→ **INSTRUCTIONS FOR THE TASK**
Your output should consist of the data, copied exactly.

→ **SOURCE INFORMATION**
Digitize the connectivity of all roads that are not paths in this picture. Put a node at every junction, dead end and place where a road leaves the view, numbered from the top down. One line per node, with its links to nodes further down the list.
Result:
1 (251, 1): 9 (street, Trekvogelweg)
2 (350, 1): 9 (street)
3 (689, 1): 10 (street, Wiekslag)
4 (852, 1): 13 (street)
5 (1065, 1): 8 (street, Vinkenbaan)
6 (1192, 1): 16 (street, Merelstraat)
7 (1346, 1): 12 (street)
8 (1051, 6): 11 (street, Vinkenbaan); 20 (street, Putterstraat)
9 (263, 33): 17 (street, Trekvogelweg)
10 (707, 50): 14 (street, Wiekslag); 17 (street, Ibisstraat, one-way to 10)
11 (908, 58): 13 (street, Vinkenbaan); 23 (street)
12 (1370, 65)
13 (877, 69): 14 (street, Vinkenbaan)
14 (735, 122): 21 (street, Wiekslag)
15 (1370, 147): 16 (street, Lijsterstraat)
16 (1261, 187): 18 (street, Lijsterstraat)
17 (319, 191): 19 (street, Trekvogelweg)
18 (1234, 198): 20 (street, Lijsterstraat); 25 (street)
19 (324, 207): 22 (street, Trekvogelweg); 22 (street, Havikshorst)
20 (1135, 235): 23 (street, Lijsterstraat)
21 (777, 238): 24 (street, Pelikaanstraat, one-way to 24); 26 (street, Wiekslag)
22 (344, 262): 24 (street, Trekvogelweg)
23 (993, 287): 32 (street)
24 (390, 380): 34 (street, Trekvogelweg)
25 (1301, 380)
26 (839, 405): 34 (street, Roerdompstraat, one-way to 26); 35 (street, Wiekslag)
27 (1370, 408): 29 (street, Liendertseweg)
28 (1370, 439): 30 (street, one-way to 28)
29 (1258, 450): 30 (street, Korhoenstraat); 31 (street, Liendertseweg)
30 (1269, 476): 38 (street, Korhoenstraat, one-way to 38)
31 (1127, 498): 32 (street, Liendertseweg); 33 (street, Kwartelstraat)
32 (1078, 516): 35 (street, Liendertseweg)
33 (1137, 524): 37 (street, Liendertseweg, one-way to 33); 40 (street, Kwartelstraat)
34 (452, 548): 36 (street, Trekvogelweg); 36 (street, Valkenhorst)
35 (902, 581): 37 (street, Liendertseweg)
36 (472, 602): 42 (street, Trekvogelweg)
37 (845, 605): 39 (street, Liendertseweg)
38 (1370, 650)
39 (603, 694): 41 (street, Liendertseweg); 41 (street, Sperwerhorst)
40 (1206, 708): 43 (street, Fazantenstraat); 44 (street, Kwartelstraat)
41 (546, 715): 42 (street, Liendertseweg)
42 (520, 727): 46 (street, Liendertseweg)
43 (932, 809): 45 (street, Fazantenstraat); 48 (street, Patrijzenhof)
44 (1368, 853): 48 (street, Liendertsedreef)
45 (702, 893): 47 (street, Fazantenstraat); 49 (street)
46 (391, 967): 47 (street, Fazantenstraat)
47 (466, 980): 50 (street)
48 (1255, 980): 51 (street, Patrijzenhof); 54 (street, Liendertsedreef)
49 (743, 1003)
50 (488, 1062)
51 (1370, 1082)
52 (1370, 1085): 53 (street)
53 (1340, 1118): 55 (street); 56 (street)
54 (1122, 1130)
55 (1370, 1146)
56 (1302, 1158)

→ **TASK ANSWER**
Digitize the connectivity of all roads that are not paths in this picture. Put a node at every junction, dead end and place where a road leaves the view, numbered from the top down. One line per node, with its links to nodes further down the list.
Result:
1 (251, 1): 9 (street, Trekvogelweg)
2 (350, 1): 9 (street)
3 (689, 1): 10 (street, Wiekslag)
4 (852, 1): 13 (street)
5 (1065, 1): 8 (street, Vinkenbaan)
6 (1192, 1): 16 (street, Merelstraat)
7 (1346, 1): 12 (street)
8 (1051, 6): 11 (street, Vinkenbaan); 20 (street, Putterstraat)
9 (263, 33): 17 (street, Trekvogelweg)
10 (707, 50): 14 (street, Wiekslag); 17 (street, Ibisstraat, one-way to 10)
11 (908, 58): 13 (street, Vinkenbaan); 23 (street)
12 (1370, 65)
13 (877, 69): 14 (street, Vinkenbaan)
14 (735, 122): 21 (street, Wiekslag)
15 (1370, 147): 16 (street, Lijsterstraat)
16 (1261, 187): 18 (street, Lijsterstraat)
17 (319, 191): 19 (street, Trekvogelweg)
18 (1234, 198): 20 (street, Lijsterstraat); 25 (street)
19 (324, 207): 22 (street, Trekvogelweg); 22 (street, Havikshorst)
20 (1135, 235): 23 (street, Lijsterstraat)
21 (777, 238): 24 (street, Pelikaanstraat, one-way to 24); 26 (street, Wiekslag)
22 (344, 262): 24 (street, Trekvogelweg)
23 (993, 287): 32 (street)
24 (390, 380): 34 (street, Trekvogelweg)
25 (1301, 380)
26 (839, 405): 34 (street, Roerdompstraat, one-way to 26); 35 (street, Wiekslag)
27 (1370, 408): 29 (street, Liendertseweg)
28 (1370, 439): 30 (street, one-way to 28)
29 (1258, 450): 30 (street, Korhoenstraat); 31 (street, Liendertseweg)
30 (1269, 476): 38 (street, Korhoenstraat, one-way to 38)
31 (1127, 498): 32 (street, Liendertseweg); 33 (street, Kwartelstraat)
32 (1078, 516): 35 (street, Liendertseweg)
33 (1137, 524): 37 (street, Liendertseweg, one-way to 33); 40 (street, Kwartelstraat)
34 (452, 548): 36 (street, Trekvogelweg); 36 (street, Valkenhorst)
35 (902, 581): 37 (street, Liendertseweg)
36 (472, 602): 42 (street, Trekvogelweg)
37 (845, 605): 39 (street, Liendertseweg)
38 (1370, 650)
39 (603, 694): 41 (street, Liendertseweg); 41 (street, Sperwerhorst)
40 (1206, 708): 43 (street, Fazantenstraat); 44 (street, Kwartelstraat)
41 (546, 715): 42 (street, Liendertseweg)
42 (520, 727): 46 (street, Liendertseweg)
43 (932, 809): 45 (street, Fazantenstraat); 48 (street, Patrijzenhof)
44 (1368, 853): 48 (street, Liendertsedreef)
45 (702, 893): 47 (street, Fazantenstraat); 49 (street)
46 (391, 967): 47 (street, Fazantenstraat)
47 (466, 980): 50 (street)
48 (1255, 980): 51 (street, Patrijzenhof); 54 (street, Liendertsedreef)
49 (743, 1003)
50 (488, 1062)
51 (1370, 1082)
52 (1370, 1085): 53 (street)
53 (1340, 1118): 55 (street); 56 (street)
54 (1122, 1130)
55 (1370, 1146)
56 (1302, 1158)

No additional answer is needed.